TASK GOAL:
Take each line from the entries that holds "Right" and copy it out.
===== AVAILABLE DATA =====
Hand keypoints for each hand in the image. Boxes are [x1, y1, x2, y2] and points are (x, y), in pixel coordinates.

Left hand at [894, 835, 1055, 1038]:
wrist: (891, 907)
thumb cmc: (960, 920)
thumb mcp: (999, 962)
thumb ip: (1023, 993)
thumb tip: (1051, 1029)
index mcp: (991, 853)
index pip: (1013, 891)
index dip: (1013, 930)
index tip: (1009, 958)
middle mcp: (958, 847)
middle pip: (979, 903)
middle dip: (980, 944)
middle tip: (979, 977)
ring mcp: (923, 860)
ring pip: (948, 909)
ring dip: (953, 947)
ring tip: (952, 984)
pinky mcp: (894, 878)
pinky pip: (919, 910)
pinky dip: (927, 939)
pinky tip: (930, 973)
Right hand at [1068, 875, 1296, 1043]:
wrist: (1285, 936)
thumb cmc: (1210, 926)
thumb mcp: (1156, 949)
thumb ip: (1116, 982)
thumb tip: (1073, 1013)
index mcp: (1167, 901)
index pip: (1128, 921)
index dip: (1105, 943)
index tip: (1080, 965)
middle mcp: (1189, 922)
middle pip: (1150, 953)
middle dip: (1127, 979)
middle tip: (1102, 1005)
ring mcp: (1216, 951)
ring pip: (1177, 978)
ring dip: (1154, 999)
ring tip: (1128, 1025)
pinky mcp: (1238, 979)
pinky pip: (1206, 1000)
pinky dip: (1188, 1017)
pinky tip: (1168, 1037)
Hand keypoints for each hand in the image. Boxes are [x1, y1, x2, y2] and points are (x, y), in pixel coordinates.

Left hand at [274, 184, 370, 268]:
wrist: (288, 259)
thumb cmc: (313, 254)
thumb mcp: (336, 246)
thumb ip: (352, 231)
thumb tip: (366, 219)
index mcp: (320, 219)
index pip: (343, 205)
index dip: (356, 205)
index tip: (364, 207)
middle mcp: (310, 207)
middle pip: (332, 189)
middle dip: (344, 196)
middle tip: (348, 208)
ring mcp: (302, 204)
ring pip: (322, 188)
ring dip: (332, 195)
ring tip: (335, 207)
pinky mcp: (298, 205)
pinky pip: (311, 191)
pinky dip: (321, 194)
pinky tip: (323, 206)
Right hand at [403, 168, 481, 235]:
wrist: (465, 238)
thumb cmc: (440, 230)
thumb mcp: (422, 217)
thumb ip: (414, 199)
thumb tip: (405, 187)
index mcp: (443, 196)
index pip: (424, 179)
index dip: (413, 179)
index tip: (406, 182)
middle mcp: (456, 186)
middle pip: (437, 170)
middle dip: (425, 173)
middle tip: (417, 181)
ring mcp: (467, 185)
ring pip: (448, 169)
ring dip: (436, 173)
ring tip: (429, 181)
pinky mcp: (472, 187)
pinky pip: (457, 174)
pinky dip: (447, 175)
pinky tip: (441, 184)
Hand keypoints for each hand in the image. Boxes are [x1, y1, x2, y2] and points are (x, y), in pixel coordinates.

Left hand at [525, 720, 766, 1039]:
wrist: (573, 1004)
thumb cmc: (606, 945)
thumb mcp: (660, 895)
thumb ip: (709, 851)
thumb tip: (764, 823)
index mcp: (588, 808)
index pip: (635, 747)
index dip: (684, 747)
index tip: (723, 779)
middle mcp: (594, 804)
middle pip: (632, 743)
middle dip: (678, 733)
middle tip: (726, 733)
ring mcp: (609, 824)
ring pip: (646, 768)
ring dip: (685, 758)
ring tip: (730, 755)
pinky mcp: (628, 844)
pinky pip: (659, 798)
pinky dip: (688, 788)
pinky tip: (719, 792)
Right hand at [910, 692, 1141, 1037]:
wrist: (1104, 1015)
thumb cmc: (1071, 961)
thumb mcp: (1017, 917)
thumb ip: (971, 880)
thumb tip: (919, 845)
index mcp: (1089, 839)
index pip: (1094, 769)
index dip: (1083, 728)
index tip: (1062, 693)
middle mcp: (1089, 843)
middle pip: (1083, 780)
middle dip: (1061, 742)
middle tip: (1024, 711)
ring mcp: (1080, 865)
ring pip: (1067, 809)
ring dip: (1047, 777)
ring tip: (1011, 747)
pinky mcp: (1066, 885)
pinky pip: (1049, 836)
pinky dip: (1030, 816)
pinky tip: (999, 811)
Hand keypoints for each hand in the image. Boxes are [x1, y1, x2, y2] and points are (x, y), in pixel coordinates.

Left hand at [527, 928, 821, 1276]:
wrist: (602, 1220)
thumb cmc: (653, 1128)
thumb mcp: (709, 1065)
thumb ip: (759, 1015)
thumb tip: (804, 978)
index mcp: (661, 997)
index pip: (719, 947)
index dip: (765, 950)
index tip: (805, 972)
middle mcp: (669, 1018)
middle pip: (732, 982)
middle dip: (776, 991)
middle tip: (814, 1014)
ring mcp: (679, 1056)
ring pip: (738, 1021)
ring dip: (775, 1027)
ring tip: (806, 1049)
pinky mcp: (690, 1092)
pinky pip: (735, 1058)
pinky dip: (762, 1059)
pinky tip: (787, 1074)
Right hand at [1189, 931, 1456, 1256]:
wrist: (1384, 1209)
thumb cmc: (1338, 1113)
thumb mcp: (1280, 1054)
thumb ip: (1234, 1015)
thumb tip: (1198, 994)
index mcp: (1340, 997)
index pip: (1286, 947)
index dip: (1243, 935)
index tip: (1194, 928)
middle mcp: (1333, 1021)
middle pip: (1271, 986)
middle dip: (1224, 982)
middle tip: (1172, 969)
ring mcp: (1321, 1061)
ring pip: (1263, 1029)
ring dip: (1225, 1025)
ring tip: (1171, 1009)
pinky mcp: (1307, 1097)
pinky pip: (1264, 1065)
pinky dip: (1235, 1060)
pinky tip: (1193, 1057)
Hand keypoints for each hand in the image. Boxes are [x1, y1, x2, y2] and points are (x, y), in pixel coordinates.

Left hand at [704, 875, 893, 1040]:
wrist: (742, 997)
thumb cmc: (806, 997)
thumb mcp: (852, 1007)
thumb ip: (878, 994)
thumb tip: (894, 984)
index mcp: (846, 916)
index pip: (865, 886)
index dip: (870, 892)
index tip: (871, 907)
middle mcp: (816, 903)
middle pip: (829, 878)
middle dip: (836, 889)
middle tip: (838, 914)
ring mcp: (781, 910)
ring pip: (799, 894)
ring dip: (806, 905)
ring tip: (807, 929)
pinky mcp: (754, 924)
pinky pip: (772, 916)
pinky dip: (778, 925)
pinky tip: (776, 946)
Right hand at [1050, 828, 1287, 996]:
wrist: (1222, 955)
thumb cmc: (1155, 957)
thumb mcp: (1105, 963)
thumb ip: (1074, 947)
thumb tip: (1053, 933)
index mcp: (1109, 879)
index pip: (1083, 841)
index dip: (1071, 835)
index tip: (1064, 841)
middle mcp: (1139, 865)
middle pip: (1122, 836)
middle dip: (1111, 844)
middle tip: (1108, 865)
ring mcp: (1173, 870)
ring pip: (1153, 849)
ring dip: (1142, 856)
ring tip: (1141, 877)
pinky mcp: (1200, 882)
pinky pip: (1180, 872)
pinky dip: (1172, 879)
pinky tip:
=====
ANSWER FOR THE TASK:
Right hand at [1068, 875, 1296, 1043]:
Right hand at [403, 168, 481, 235]:
Right hand at [910, 692, 1141, 1037]:
Right hand at [1189, 931, 1456, 1256]:
Right hand at [1050, 828, 1287, 996]:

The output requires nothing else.